§ **What you have to do**: When you reproduce these records, keep every word exactly and drop the images.
◆ ◆ ◆
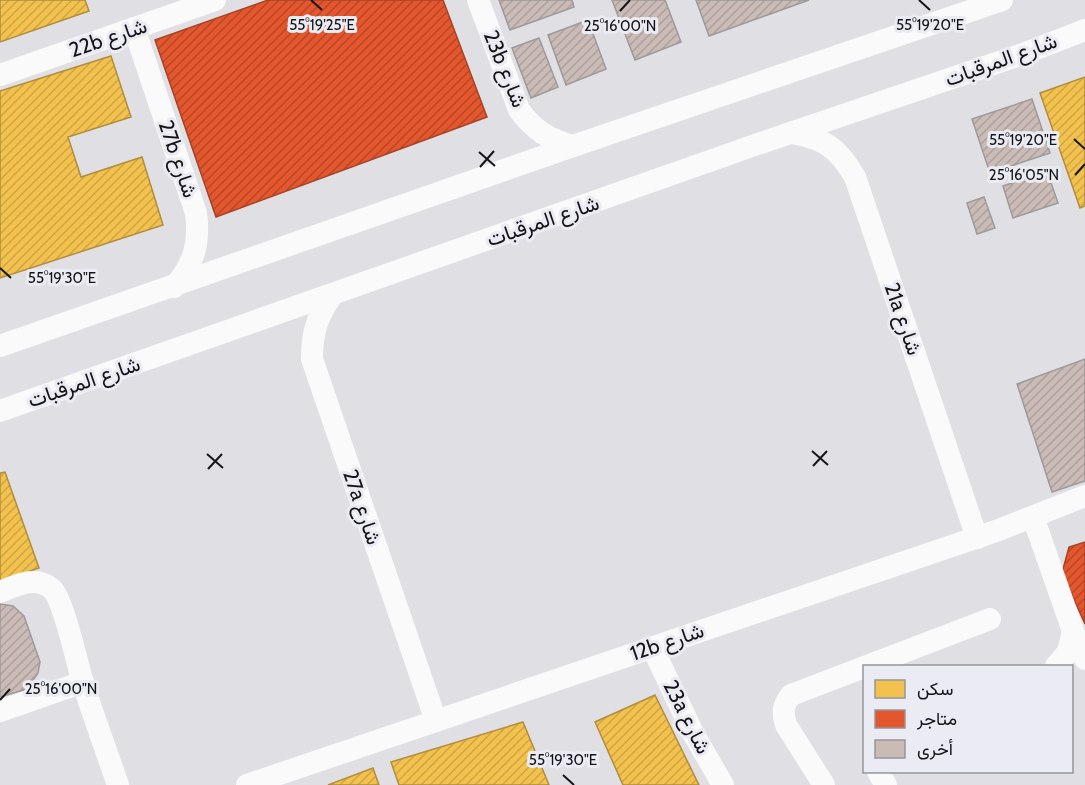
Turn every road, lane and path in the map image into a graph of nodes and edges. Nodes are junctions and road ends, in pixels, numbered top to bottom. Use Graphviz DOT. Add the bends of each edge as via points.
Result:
graph roads {
  1 [pos="215,0"];
  2 [pos="478,0"];
  3 [pos="1002,0"];
  4 [pos="1085,21"];
  5 [pos="134,28"];
  6 [pos="1085,30"];
  7 [pos="1023,54"];
  8 [pos="0,75"];
  9 [pos="792,133"];
  10 [pos="573,146"];
  11 [pos="174,287"];
  12 [pos="332,295"];
  13 [pos="0,346"];
  14 [pos="0,411"];
  15 [pos="1085,496"];
  16 [pos="1033,517"];
  17 [pos="977,538"];
  18 [pos="0,592"];
  19 [pos="990,619"];
  20 [pos="1073,631"];
  21 [pos="652,647"];
  22 [pos="1085,659"];
  23 [pos="868,665"];
  24 [pos="1057,665"];
  25 [pos="863,667"];
  26 [pos="83,682"];
  27 [pos="0,711"];
  28 [pos="436,721"];
  29 [pos="290,778"];
  30 [pos="118,785"];
  31 [pos="247,785"];
  32 [pos="723,785"];
  33 [pos="824,785"];
  1 -- 5 [label="street, 22b شارع"];
  2 -- 10 [label="street, 23b شارع" via="519,110 542,135"];
  3 -- 10 [label="street"];
  4 -- 7 [label="street"];
  5 -- 8 [label="street, 22b شارع"];
  5 -- 11 [label="street, 27b شارع" via="197,221 192,261"];
  6 -- 7 [label="street, شارع المرقبات"];
  7 -- 9 [label="street, شارع المرقبات"];
  9 -- 12 [label="street, شارع المرقبات"];
  9 -- 17 [label="street, 21a شارع" via="812,136 830,146 855,177"];
  10 -- 11 [label="street"];
  11 -- 13 [label="street"];
  12 -- 14 [label="street, شارع المرقبات"];
  12 -- 28 [label="street, 27a شارع" via="319,314 312,336 312,359"];
  15 -- 16 [label="street, 12b شارع"];
  16 -- 17 [label="street, 12b شارع"];
  16 -- 20 [label="street"];
  17 -- 21 [label="street, 12b شارع"];
  18 -- 26 [label="street" via="34,582 57,594"];
  19 -- 23 [label="street"];
  20 -- 22 [label="street"];
  20 -- 24 [label="street" via="1068,652"];
  21 -- 28 [label="street, 12b شارع"];
  21 -- 32 [label="street, 23a شارع"];
  25 -- 33 [label="street" via="791,694 784,703 782,714 786,724"];
  26 -- 27 [label="street"];
  26 -- 30 [label="street"];
  28 -- 29 [label="street, 12b شارع"];
  29 -- 31 [label="street, 12b شارع"];
}
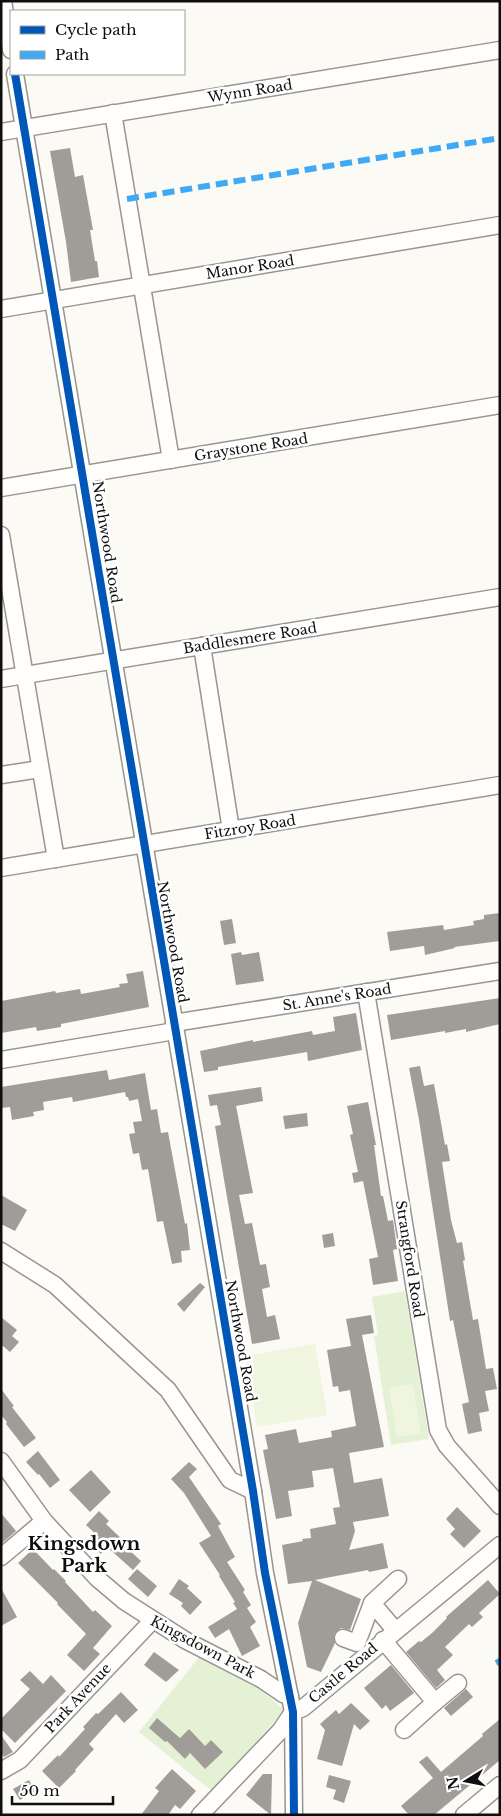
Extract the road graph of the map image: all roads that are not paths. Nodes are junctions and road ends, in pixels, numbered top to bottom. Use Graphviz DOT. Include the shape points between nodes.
◆ ◆ ◆
§ **Result of the task**:
Turn every road, lane and path in the map image into a graph of nodes and edges. Nodes are junctions and road ends, in pixels, numbered top to bottom. Use Graphviz DOT. Add the bends of each edge as via points.
Result:
graph roads {
  1 [pos="215,0"];
  2 [pos="478,0"];
  3 [pos="1002,0"];
  4 [pos="1085,21"];
  5 [pos="134,28"];
  6 [pos="1085,30"];
  7 [pos="1023,54"];
  8 [pos="0,75"];
  9 [pos="792,133"];
  10 [pos="573,146"];
  11 [pos="174,287"];
  12 [pos="332,295"];
  13 [pos="0,346"];
  14 [pos="0,411"];
  15 [pos="1085,496"];
  16 [pos="1033,517"];
  17 [pos="977,538"];
  18 [pos="0,592"];
  19 [pos="990,619"];
  20 [pos="1073,631"];
  21 [pos="652,647"];
  22 [pos="1085,659"];
  23 [pos="868,665"];
  24 [pos="1057,665"];
  25 [pos="863,667"];
  26 [pos="83,682"];
  27 [pos="0,711"];
  28 [pos="436,721"];
  29 [pos="290,778"];
  30 [pos="118,785"];
  31 [pos="247,785"];
  32 [pos="723,785"];
  33 [pos="824,785"];
  1 -- 5 [label="street, 22b شارع"];
  2 -- 10 [label="street, 23b شارع" via="519,110 542,135"];
  3 -- 10 [label="street"];
  4 -- 7 [label="street"];
  5 -- 8 [label="street, 22b شارع"];
  5 -- 11 [label="street, 27b شارع" via="197,221 192,261"];
  6 -- 7 [label="street, شارع المرقبات"];
  7 -- 9 [label="street, شارع المرقبات"];
  9 -- 12 [label="street, شارع المرقبات"];
  9 -- 17 [label="street, 21a شارع" via="812,136 830,146 855,177"];
  10 -- 11 [label="street"];
  11 -- 13 [label="street"];
  12 -- 14 [label="street, شارع المرقبات"];
  12 -- 28 [label="street, 27a شارع" via="319,314 312,336 312,359"];
  15 -- 16 [label="street, 12b شارع"];
  16 -- 17 [label="street, 12b شارع"];
  16 -- 20 [label="street"];
  17 -- 21 [label="street, 12b شارع"];
  18 -- 26 [label="street" via="34,582 57,594"];
  19 -- 23 [label="street"];
  20 -- 22 [label="street"];
  20 -- 24 [label="street" via="1068,652"];
  21 -- 28 [label="street, 12b شارع"];
  21 -- 32 [label="street, 23a شارع"];
  25 -- 33 [label="street" via="791,694 784,703 782,714 786,724"];
  26 -- 27 [label="street"];
  26 -- 30 [label="street"];
  28 -- 29 [label="street, 12b شارع"];
  29 -- 31 [label="street, 12b شارع"];
}
Extract the road graph of the map image: all roads that are not paths. Nodes are junctions and road ends, in pixels, numbered top to bottom. Use Graphviz DOT. Include the shape points between nodes.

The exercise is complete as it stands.